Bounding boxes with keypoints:
•••

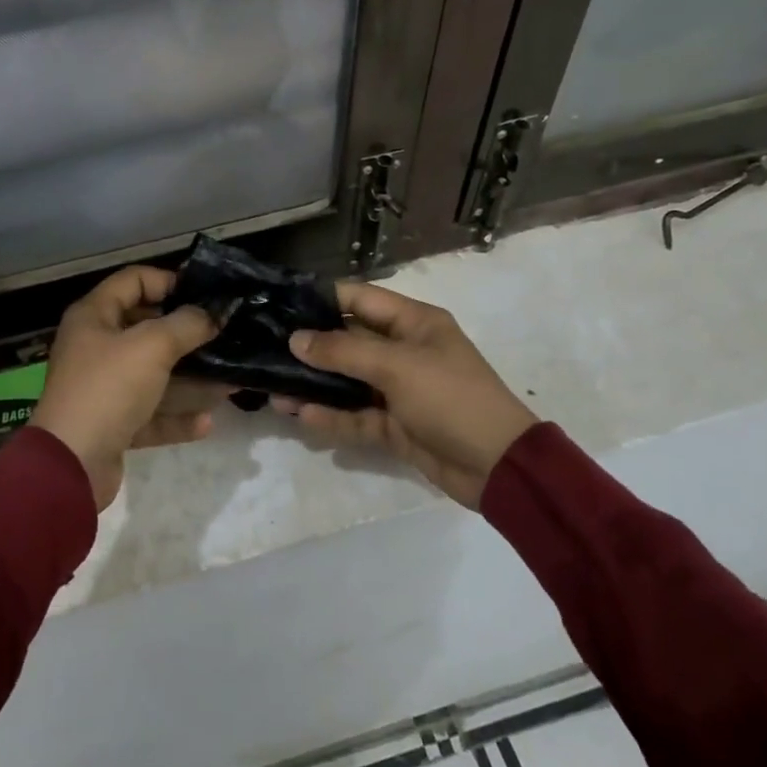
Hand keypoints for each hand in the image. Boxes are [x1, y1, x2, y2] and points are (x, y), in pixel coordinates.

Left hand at [29, 266, 220, 510]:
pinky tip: (207, 422)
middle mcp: (95, 347)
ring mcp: (103, 387)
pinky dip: (176, 416)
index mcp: (94, 316)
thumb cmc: (109, 388)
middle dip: (186, 334)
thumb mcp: (152, 346)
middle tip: (224, 335)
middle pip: (146, 329)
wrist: (71, 464)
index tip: (205, 294)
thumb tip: (211, 314)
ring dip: (190, 379)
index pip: (133, 281)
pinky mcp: (112, 423)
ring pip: (153, 375)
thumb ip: (186, 325)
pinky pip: (150, 413)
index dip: (169, 281)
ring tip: (229, 381)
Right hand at [276, 281, 537, 508]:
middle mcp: (404, 350)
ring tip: (275, 390)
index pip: (359, 299)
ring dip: (316, 385)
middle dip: (311, 347)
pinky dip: (333, 415)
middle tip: (267, 349)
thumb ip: (343, 351)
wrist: (499, 467)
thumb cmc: (451, 398)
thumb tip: (296, 339)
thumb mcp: (397, 367)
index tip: (281, 305)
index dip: (321, 300)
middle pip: (349, 340)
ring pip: (349, 381)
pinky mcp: (396, 425)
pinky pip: (357, 415)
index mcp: (413, 322)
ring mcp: (400, 390)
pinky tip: (303, 415)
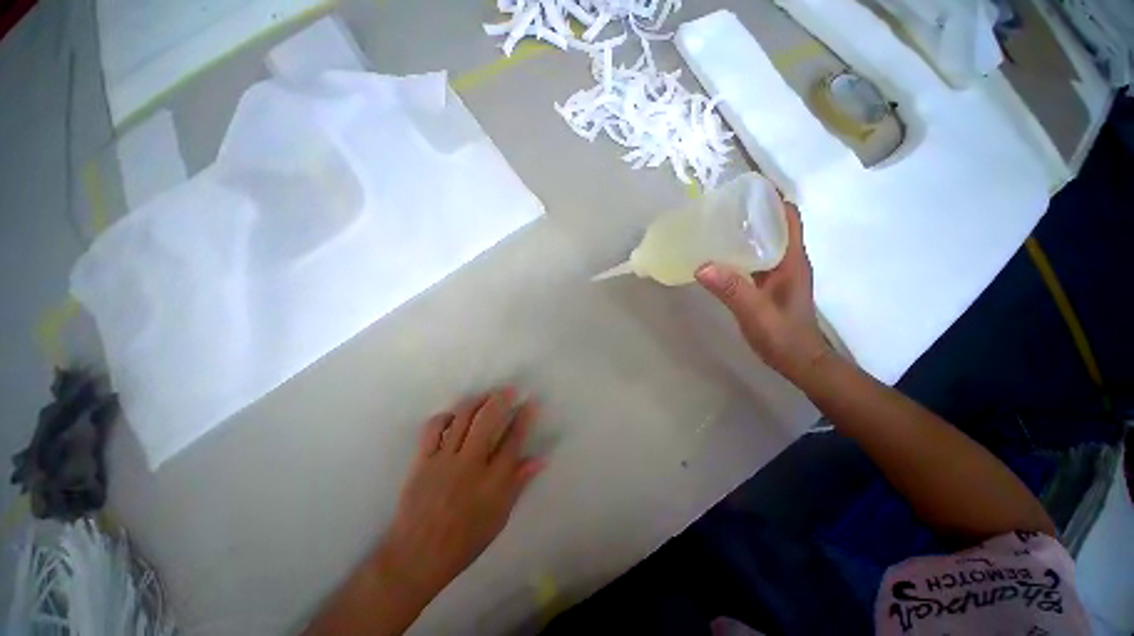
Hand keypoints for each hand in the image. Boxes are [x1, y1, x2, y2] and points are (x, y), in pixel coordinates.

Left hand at [375, 387, 544, 600]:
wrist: (416, 556)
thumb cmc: (464, 541)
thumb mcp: (499, 517)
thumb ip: (518, 483)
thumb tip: (540, 459)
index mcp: (492, 482)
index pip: (513, 441)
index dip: (524, 418)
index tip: (530, 403)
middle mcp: (470, 465)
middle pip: (487, 421)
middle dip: (500, 400)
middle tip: (509, 389)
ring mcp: (444, 460)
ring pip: (462, 419)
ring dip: (476, 401)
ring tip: (486, 395)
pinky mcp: (422, 461)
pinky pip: (433, 429)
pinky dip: (445, 416)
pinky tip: (454, 415)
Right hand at [695, 203, 828, 381]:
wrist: (799, 361)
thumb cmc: (783, 337)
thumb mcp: (756, 314)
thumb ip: (732, 291)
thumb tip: (702, 265)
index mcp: (791, 260)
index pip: (788, 217)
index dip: (773, 198)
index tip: (746, 188)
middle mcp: (788, 260)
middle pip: (774, 224)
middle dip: (753, 210)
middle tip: (720, 206)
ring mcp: (779, 272)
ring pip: (764, 241)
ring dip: (746, 230)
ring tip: (715, 226)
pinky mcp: (769, 284)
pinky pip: (755, 258)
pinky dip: (740, 251)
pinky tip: (719, 256)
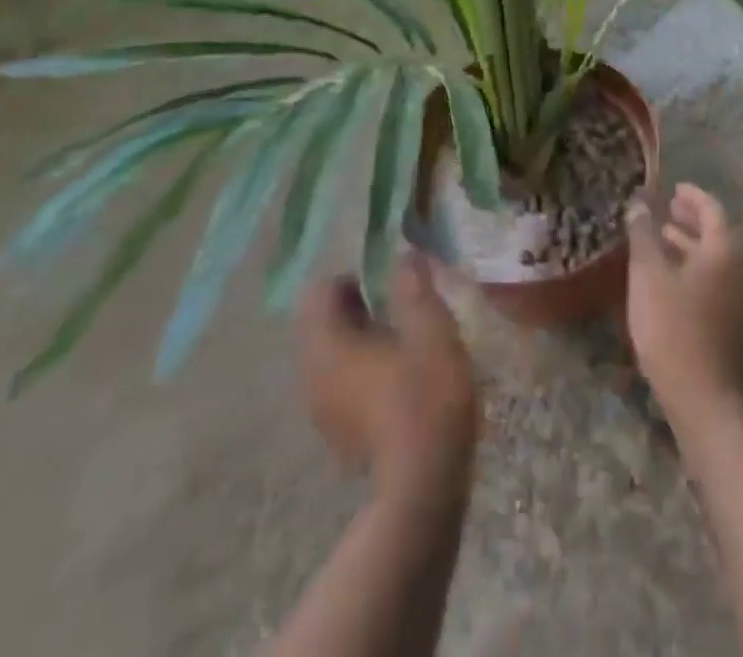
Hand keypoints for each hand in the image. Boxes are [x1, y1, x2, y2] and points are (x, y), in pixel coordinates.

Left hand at [296, 253, 478, 502]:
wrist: (422, 487)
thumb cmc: (425, 396)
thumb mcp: (430, 329)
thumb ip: (414, 287)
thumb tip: (405, 255)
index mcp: (327, 344)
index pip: (319, 292)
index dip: (352, 277)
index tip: (388, 286)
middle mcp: (312, 374)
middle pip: (321, 323)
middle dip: (356, 308)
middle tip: (399, 309)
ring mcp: (321, 410)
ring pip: (331, 356)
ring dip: (360, 341)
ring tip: (403, 343)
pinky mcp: (337, 435)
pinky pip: (340, 385)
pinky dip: (362, 373)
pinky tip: (399, 381)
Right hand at [626, 183, 742, 427]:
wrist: (708, 400)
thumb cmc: (674, 329)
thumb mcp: (648, 276)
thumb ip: (643, 234)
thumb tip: (640, 203)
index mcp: (727, 250)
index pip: (712, 209)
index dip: (692, 196)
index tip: (674, 189)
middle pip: (720, 235)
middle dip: (692, 222)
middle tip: (667, 214)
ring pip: (722, 262)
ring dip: (695, 249)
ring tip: (665, 244)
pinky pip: (725, 284)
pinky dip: (703, 272)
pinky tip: (679, 282)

•••

# Your instructions
Starting with the line that contains "pinky pip: (340, 385)", return each line through the last one of the data above, exactly as written and nothing more.

# Exercise answer
pinky pip: (340, 385)
pinky dip: (362, 373)
pinky tip: (399, 381)
Right hand at [626, 183, 742, 427]:
wrist: (708, 400)
thumb cmc: (674, 329)
thumb mcp: (648, 276)
thumb ip: (643, 234)
thumb tip: (640, 203)
index mcp: (727, 250)
index pip: (712, 209)
index dip: (692, 196)
index tip: (674, 189)
middle pip: (720, 235)
middle dip: (692, 222)
middle tip: (667, 214)
ring pip: (722, 262)
ring dip: (695, 249)
ring tip: (665, 244)
pinky pip: (725, 284)
pinky dip: (703, 272)
pinky tip: (679, 282)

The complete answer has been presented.